Speaker: Kevin Flores

Title: A mathematical model to correlate the importance of gene specific mutations and tumor development

Affiliation: Department of Mathematics and Statistics, Arizona State University

Abstract: Understanding the correlation of gene specific mutations and tumor development has important implications in cancer therapy. Recent empirical data have elucidated the candidate cancer genes responsible for carcinogenesis through mutation and expression analysis. This work has revealed the heterogeneities in genotype that encode cancers of the same malignancy grade, providing evidence for the existence of multiple mutational paths that a population of cancer cells can take to manifest itself as a disease.
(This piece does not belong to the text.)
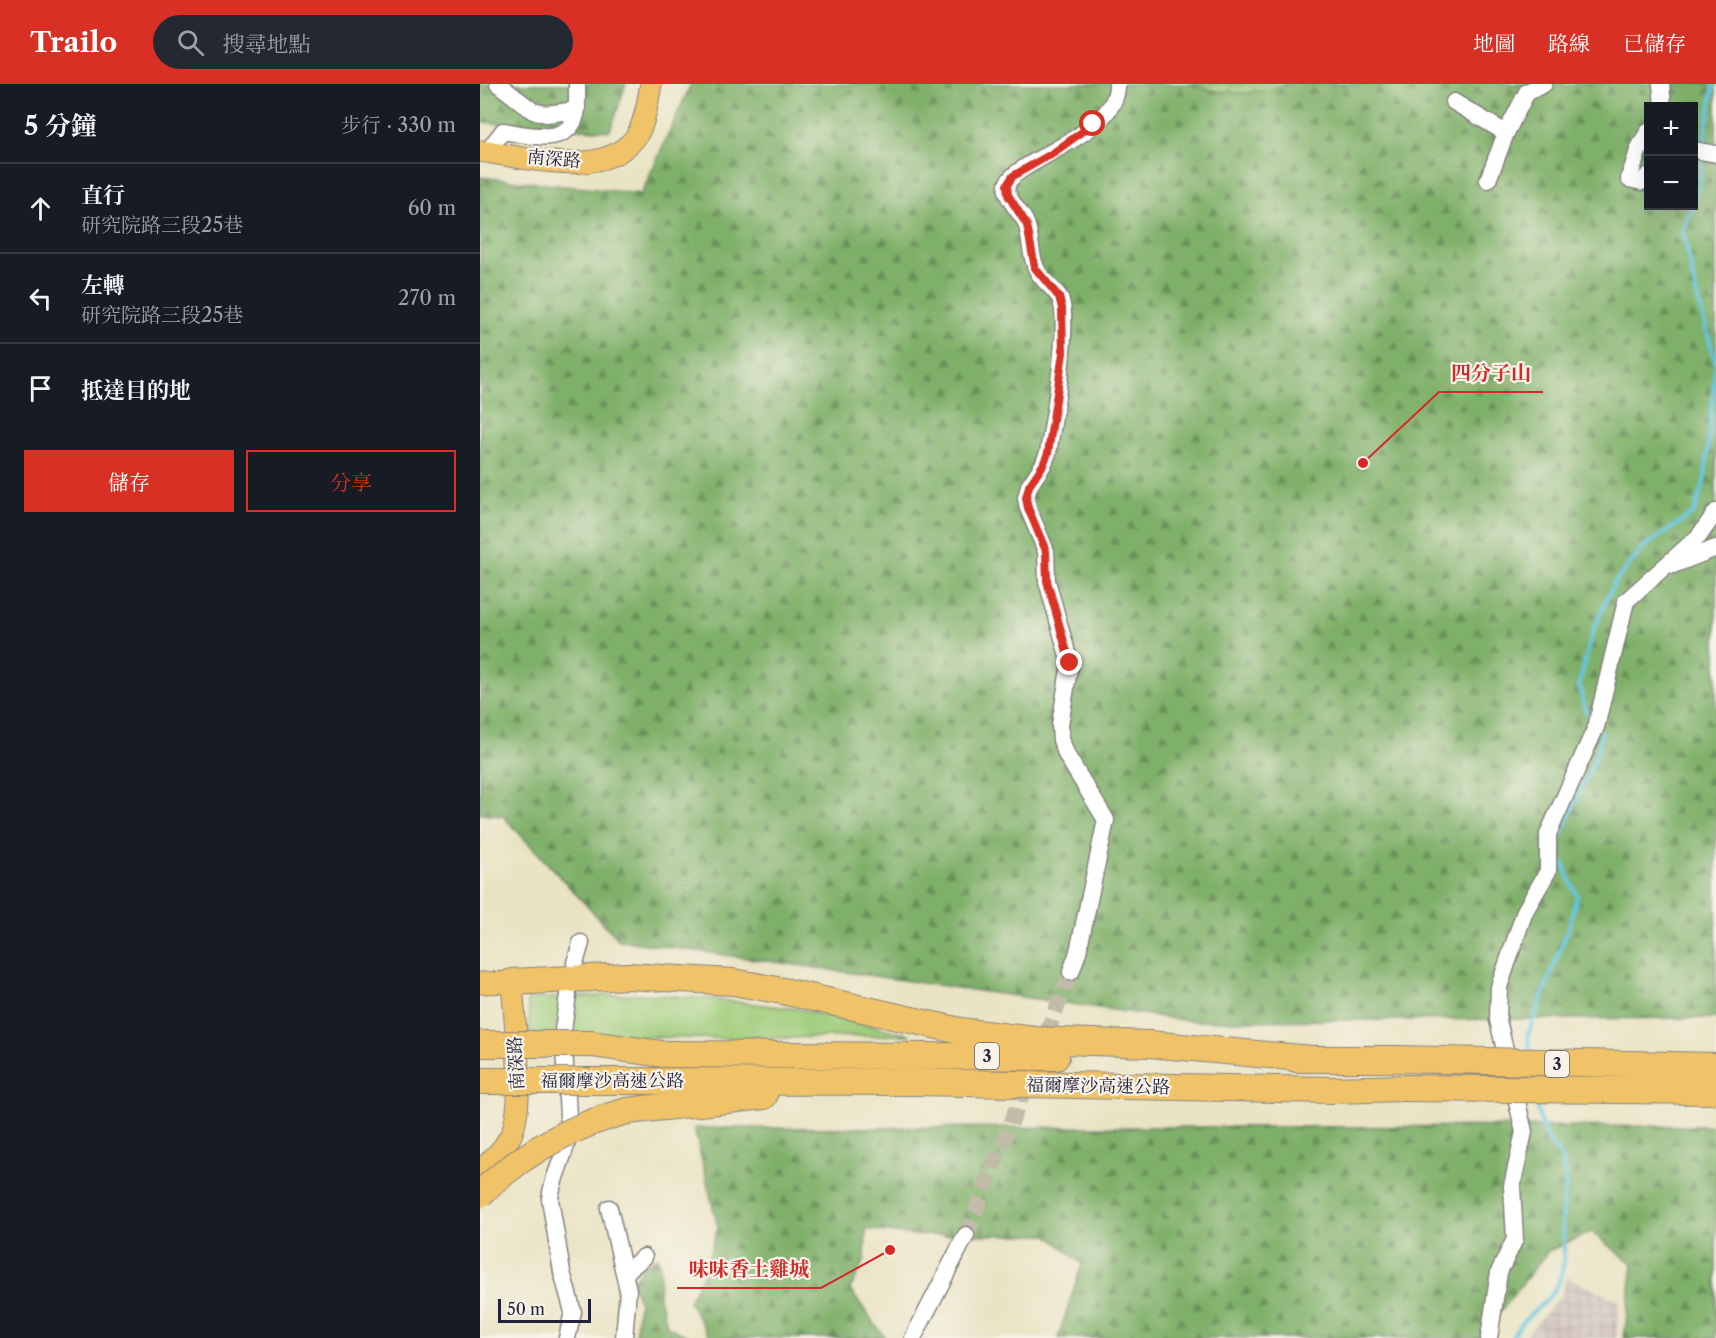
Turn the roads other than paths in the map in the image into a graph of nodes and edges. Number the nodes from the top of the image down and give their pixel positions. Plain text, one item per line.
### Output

The cell genotypes that are present in a tumor affect the malignancy grade through their effect on the phenotypes of individual cells that the tumor is comprised of.
  We use a graph theoretical approach to connect the gene expression and mutation data to cell phenotype. We have constructed a gene regulatory network from the KEGG pathway database. This network includes most accurately and completely the relevant pathways that contain the known cancer genes, which in turn encode distinct cell phenotypes. We are analyzing the network to predict the sensitivity of cell signaling pathways that control cell growth and death to alterations caused by gene mutations. The prevalence of gene mutations show no correlation to the betweenness- centrality of their respective nodes in the network and a low correlation with the number of paths that affect proteins whose expression are known to cause different cell phenotypes. Because of the lack of necessary reaction rate data to model any of the interactions, we turn to a network boolean dynamics model. With synchronous updating we find that the phenotypic output resulting from the deterministic network dynamics are insensitive to the candidate gene mutations. With asynchronous updating we find that the state space of the dynamics becomes too large to sample using random initial conditions. We employ the Wang-Landau monte carlo algorithm with the network states in which the expression of specific phenotype proteins determine the energies of the initial conditions. We consider 4 energies that correspond to distinct cell phenotypes: Proliferation, Apoptosis, Survival, and None of the above. With this type of sampling we can determine whether changes in the network caused by mutations lead to altered proportions of states whose asynchronous progression will end in the phenotypes that are represented by the predefined energies.

Speaker: Carlos Torre

Title: Spatial transmission dynamics of dengue fever in Peru

Affiliation: Department of Mathematics and Statistics, Arizona State University

Abstract: According to the NIH, 50 to 100 million cases of dengue infection occur each year. This includes 100 to 200 cases in the United States, mostly in people who have recently traveled abroad. Dengue cases range from asymptomatic, clinically non-specific flu like symptoms, dengue fever, dengue hemorrhagic fever, and dengue shock syndrome. We developed a spatial mathematical model that incorporates the epidemiology of dengue fever to study the patterns of transmissibility of dengue in Peru. We used data of the number of weekly dengue cases in Peru at the level of Provinces and departments for the years 1994-2006. We assessed the correlations of transmissibility and final epidemic size with climatological, demographic, and geographic variables. We also studied the distribution of the final epidemic size and the distribution of epidemic duration. We are currently evaluating different ways of coupling 195 provinces to study the global spread of dengue in Peru.

Speaker: Chad Gonzales

Title: Estimating the Impact of Seasonal Influenza on a Subtropical City

Affiliation: Department of Mathematics and Statistics, Arizona State University

Abstract: Influenza is a common illness and is a major cause of acute respiratory diseases. It infects millions of people annually and it is one whose complications, usually secondary infection with pneumonia, cause an estimated one million deaths worldwide. Estimating the burden of influenza is difficult due to the transmission mechanism and is an important public health problem.
   We have constructed a compartmental model of the transmission dynamics of influenza followed by secondary infection with bacterial pneumonia. The model coupled with data from pneumonia hospitalization cases in Guadalajara, Mexico have allowed us to estimate the annual burden of influenza.
  We also estimated the transmissibility of the influenza seasons as measured by the reproduction number (R), defined as the number of secondary cases caused by an infectious individual in a partially immune population. If R is greater than 1 an epidemic can occur. If R is less than 1, the epidemic cannot be sustained. We estimated the reproduction number for each of the years of data and found estimates that range from 1.6 to 1.9, which is in agreement with the estimates obtained using data from France, Australia and the United States.